Published Apr 23, 2014
SHGR, MSN, RN, CNS
1 Article; 1,406 Posts
The deadline is approaching for the ANA Quality Conference.
I'd like to submit something re: my quality improvement work which I'm really excited about. Here's an excerpt from the email:
"Showcase your achievements to key nursing leaders
Maximize your impact on patient outcomes
Communicate your organization's work
Build your professional profile and add to your experience"
My question is, can I "communicate my organization's work?" The reason I ask is, we have a nursing research day in our hospital system coming up, and when I approached my manager (who is not a nurse) about doing a poster on my QI work, he said I should not do that (not much elaboration on his part, but it sounded like he didn't want to share secrets).
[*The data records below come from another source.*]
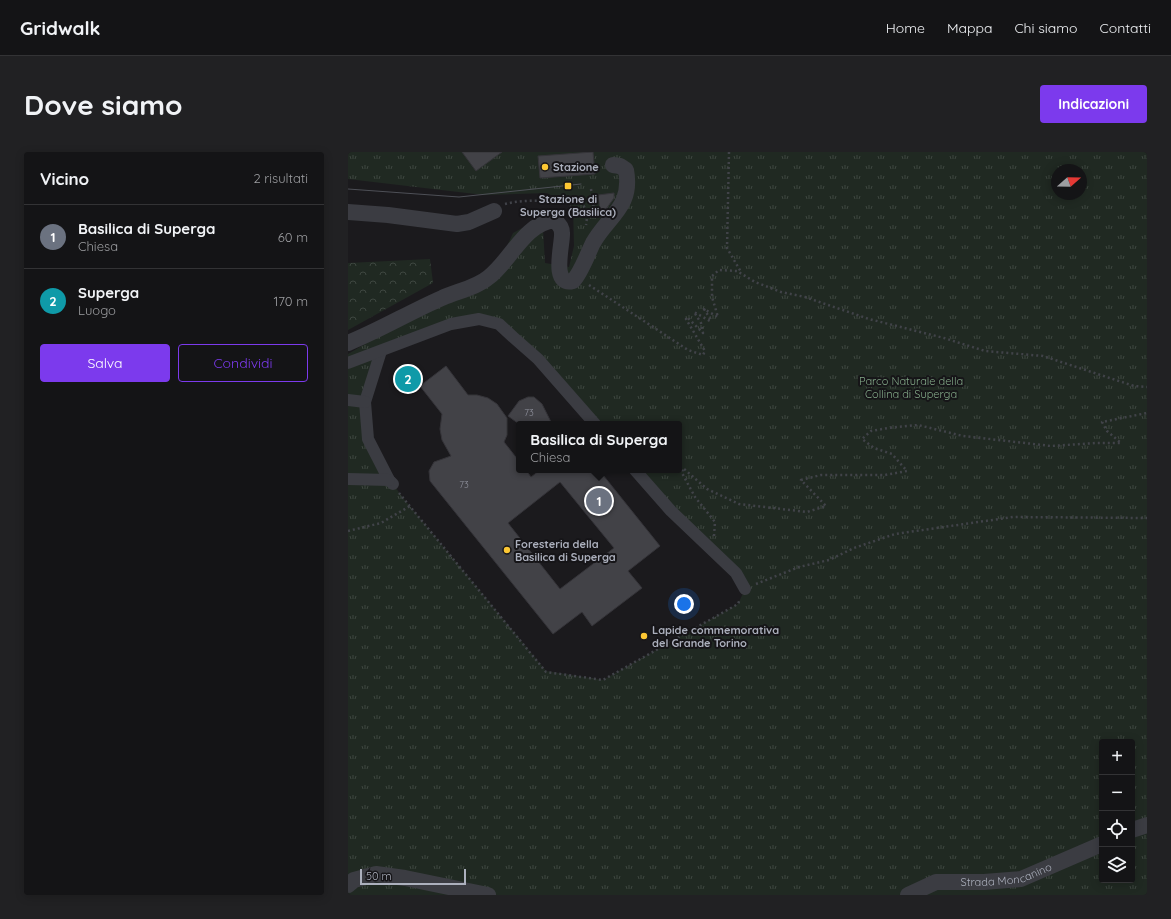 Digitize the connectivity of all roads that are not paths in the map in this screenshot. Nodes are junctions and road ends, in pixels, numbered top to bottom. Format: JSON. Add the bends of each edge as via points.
{"nodes":[{"id":1,"x":613,"y":165,"type":"dead end"},
{"id":2,"x":494,"y":211,"type":"road end"},
{"id":3,"x":348,"y":212,"type":"edge"},
{"id":4,"x":348,"y":343,"type":"edge"},
{"id":5,"x":382,"y":351,"type":"junction"},
{"id":6,"x":348,"y":363,"type":"edge"},
{"id":7,"x":348,"y":400,"type":"edge"},
{"id":8,"x":365,"y":402,"type":"junction"},
{"id":9,"x":592,"y":421,"type":"edge"},
{"id":10,"x":638,"y":473,"type":"edge"},
{"id":11,"x":348,"y":479,"type":"edge"},
{"id":12,"x":745,"y":588,"type":"road end"},
{"id":13,"x":1147,"y":825,"type":"edge"},
{"id":14,"x":1135,"y":829,"type":"edge"},
{"id":15,"x":1099,"y":845,"type":"edge"},
{"id":16,"x":348,"y":885,"type":"edge"},
{"id":17,"x":488,"y":895,"type":"edge"},
{"id":18,"x":908,"y":895,"type":"edge"}],
"edges":[{"from":1,"to":4,"type":"street","via":[[626,170],[628,181],[620,208],[600,232],[576,278],[570,282],[562,277],[559,270],[562,232],[560,225],[554,220],[547,221],[536,227],[520,242],[488,278]]},
{"from":2,"to":3,"type":"street","via":[[469,222],[457,224]]},
{"from":5,"to":6,"type":"street"},
{"from":5,"to":8,"type":"street"},
{"from":5,"to":9,"type":"street","via":[[451,324],[479,319],[499,324],[538,359]]},
{"from":7,"to":8,"type":"street"},
{"from":8,"to":11,"type":"street","via":[[368,439],[391,482]]},
{"from":10,"to":12,"type":"street","via":[[671,511],[736,572]]},
{"from":13,"to":14,"type":"street"},
{"from":15,"to":18,"type":"street","name":"Strada Moncanino","via":[[1021,879],[936,882]]},
{"from":16,"to":17,"type":"street","via":[[354,880],[376,874]]}]} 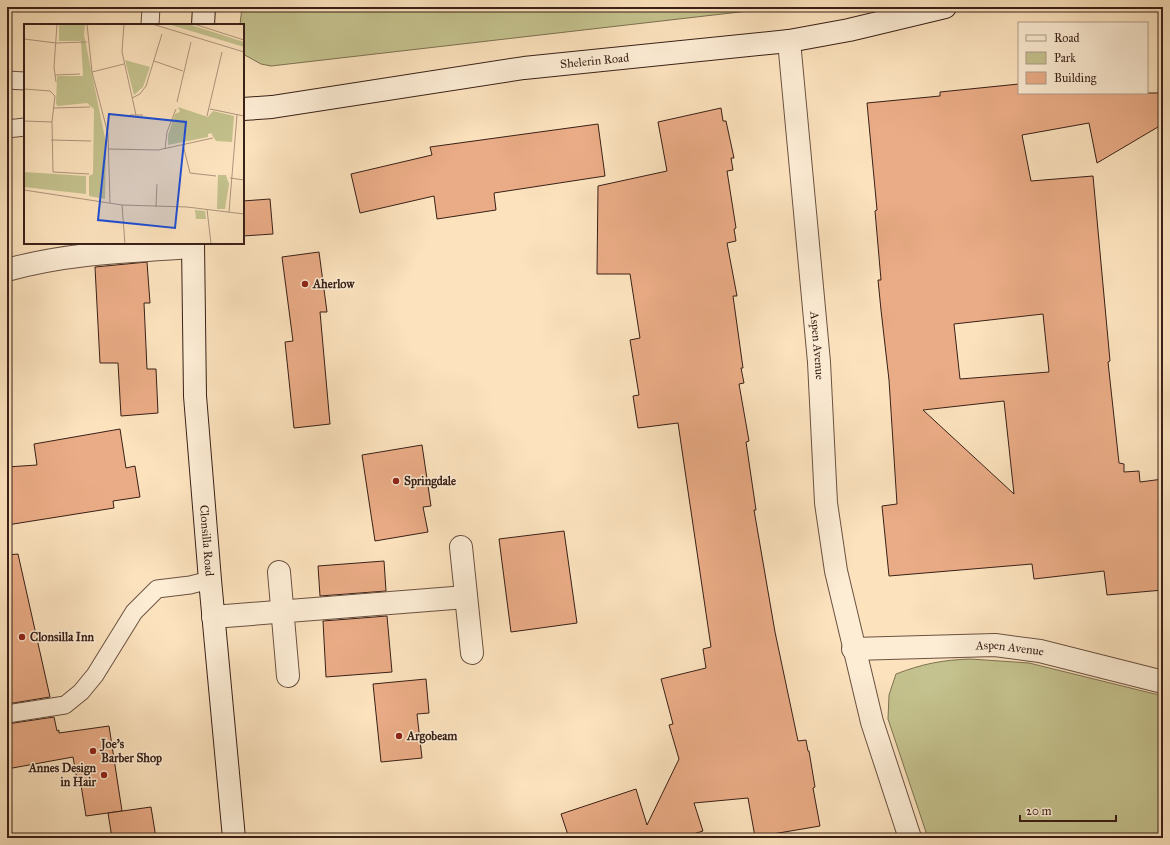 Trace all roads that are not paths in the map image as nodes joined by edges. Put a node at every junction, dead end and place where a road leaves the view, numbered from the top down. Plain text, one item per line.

Have any of you published/submitted your QI work? Is this frowned upon? I had previously thought this was something nurses should strive toward. Could anyone share an experience with this?
jadelpn, LPN, EMT-B
9 Articles; 4,800 Posts
There may be a policy that any QI work you do for the organization, on their dime, "belongs" to them. You could speak with your compliance officer and confirm. If you use their facility/data to create QI initiatives, then most facilities want to control the sharing of that information.
Unfortunetely, it becomes a matter of getting little credit for great initiatives, but some are widely used as a facilities own.
I just think it's funny that he didn't want me to even do a poster for an event that will only be attended by nurses from our hospital/clinic system.
Basically, it's an issue that I've researched extensively on my own time just because I feel passionately about it (as does the ADA, HEDIS, NCQA, etc.! I'm in good company!).
So I would like to know how other organizations deal with this (besides academia, in which nurse educators might be expected or required to publish). Obviously, we're not Magnet.